Local social media gets neighborly with 'Nextdoor'
West side neighborhood uses service to exchange advice, services, crime stats
A new twist on social media is sweeping the country. It's reinventing how neighbors interact and its success is turning around one of Madison's most troubled neighborhoods.
Unlike Facebook and Twitter, Nextdoor is private and popular among people living in Meadowood on Madison's west side. Residents use it to exchange advice, services and crime stats, all while getting to know one another.
When Meadowood's Neighborhood Association was first formed, its purpose was to "promote fellowship." Fifty-five years later, the president's goal hasn't changed. How to do it successfully, though, has.
"It's a fairly new site and community for Meadowood, so I'm happy to see its gotten very well received in the neighborhood," said Meadowood's Neighborhood Association President Lisa Veldran.
Veldran is one of more than 100 neighbors who are logging on to the free service that's catching on all across the country.
On its website, Nextdoor said it helps connect communities in 50 states. It's in 11,000 neighborhoods, 18 of them in Madison. Its creator attributes research that found two-thirds of people want to know their neighbors better, so Nirav Tolia posed this question.
"Why isn't there a service that helps us connect with those right outside our front door?" asked Nirav Tolia, who helped launch Nextdoor two years.

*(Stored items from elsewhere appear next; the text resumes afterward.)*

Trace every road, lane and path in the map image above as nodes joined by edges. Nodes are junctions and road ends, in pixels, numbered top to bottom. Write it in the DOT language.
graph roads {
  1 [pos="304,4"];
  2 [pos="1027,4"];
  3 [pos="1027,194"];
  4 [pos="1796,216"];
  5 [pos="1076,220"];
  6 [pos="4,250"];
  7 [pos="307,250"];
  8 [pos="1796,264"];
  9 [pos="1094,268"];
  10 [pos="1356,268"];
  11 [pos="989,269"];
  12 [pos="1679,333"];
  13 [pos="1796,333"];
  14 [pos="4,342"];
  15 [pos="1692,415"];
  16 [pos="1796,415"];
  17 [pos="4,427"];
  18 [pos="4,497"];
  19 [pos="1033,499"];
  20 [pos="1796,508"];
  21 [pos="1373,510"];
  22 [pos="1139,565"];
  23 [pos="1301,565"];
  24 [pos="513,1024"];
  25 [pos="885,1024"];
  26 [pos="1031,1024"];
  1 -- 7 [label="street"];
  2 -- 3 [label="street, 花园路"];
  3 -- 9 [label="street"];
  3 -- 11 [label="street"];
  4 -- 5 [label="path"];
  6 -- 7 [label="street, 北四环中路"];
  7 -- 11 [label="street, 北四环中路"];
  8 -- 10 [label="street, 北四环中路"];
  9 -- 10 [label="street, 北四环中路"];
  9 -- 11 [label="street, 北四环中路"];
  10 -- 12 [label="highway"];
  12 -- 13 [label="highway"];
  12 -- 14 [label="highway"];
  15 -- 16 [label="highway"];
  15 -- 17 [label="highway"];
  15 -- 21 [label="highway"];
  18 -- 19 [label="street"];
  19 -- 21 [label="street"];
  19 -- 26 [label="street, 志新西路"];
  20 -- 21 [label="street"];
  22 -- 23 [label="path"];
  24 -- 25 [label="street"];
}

It suggests neighborhoods advertise garage sales, baby sitters, lost dogs and local events.
Veldran signed up about a year ago and found the most popular posts are about crimes.

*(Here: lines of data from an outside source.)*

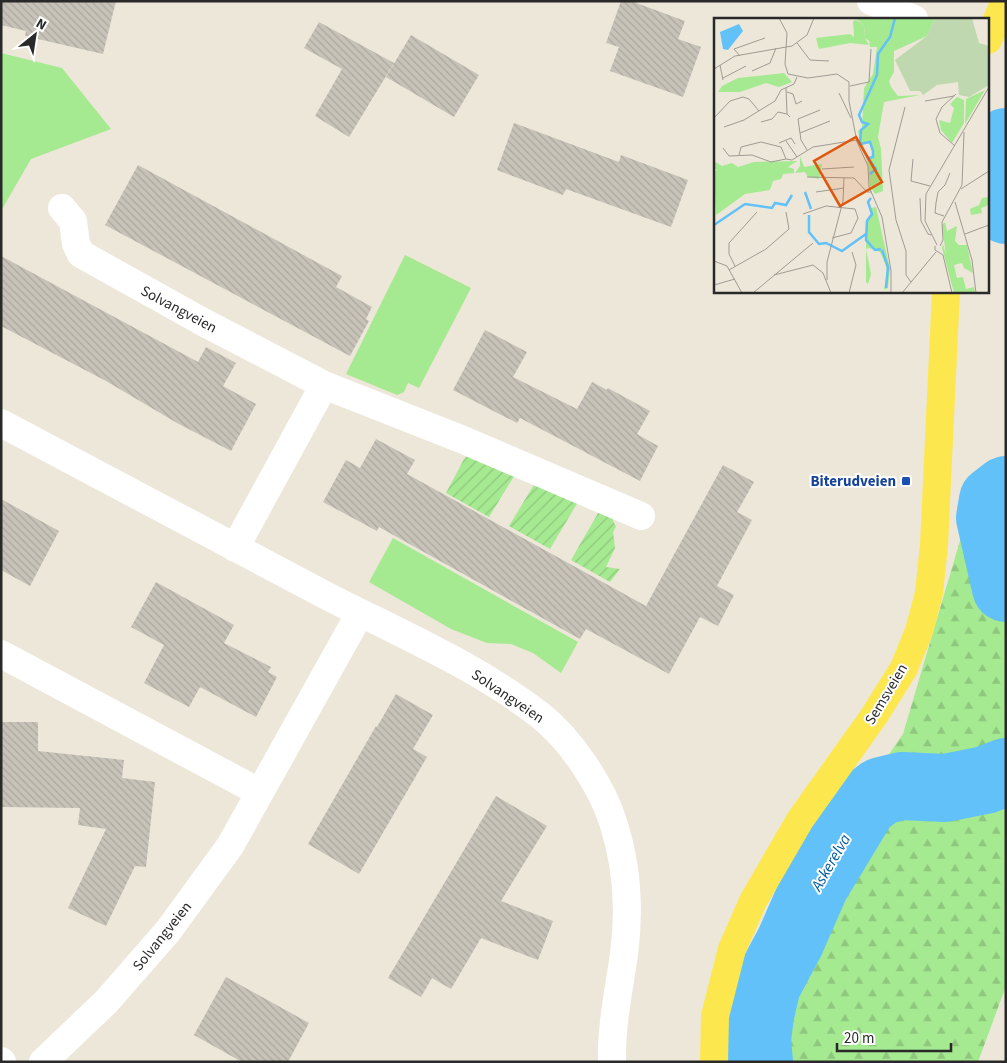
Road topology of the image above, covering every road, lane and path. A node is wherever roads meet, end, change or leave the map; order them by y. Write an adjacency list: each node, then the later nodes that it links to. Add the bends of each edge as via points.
1 (871, 1): 3 (street)
2 (1005, 1): 4 (main road)
3 (912, 18)
4 (990, 35)
5 (62, 208): 7 (street, Solvangveien, via 73,221 76,244 81,254)
6 (946, 292): 16 (main road, Semsveien, via 934,545 929,593 919,631 904,668 800,820 753,901 732,948 715,1016)
7 (324, 385): 9 (street, Solvangveien, via 471,443); 10 (street)
8 (1, 423): 10 (street, Solvangveien)
9 (641, 516)
10 (235, 548): 11 (street, Solvangveien)
11 (360, 613): 13 (street, Solvangveien); 15 (street, Solvangveien, via 454,661 543,718 571,748 597,785 613,820 624,863 628,904 611,1035)
12 (1, 654): 13 (street)
13 (259, 792): 14 (street, Solvangveien, via 230,846 168,931 106,1002)
14 (43, 1062)
15 (612, 1062)
16 (714, 1062)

"We kind of know when there's an uptick and are able to let the police know," said Veldran.
If Nextdoor can curb violence, like the extra police patrols, food carts and neighborhood center have, Veldran hopes her neighborhood's motto from the past will continue to ring true in the future.
"I think it's a great tool, an additional tool for us to use and what I'm surprised with is how many people are using it and seeing that interaction," explained Veldran.
Nextdoor is free and secure, assures its founder. The site requires neighbors verify their home address to prove they live there.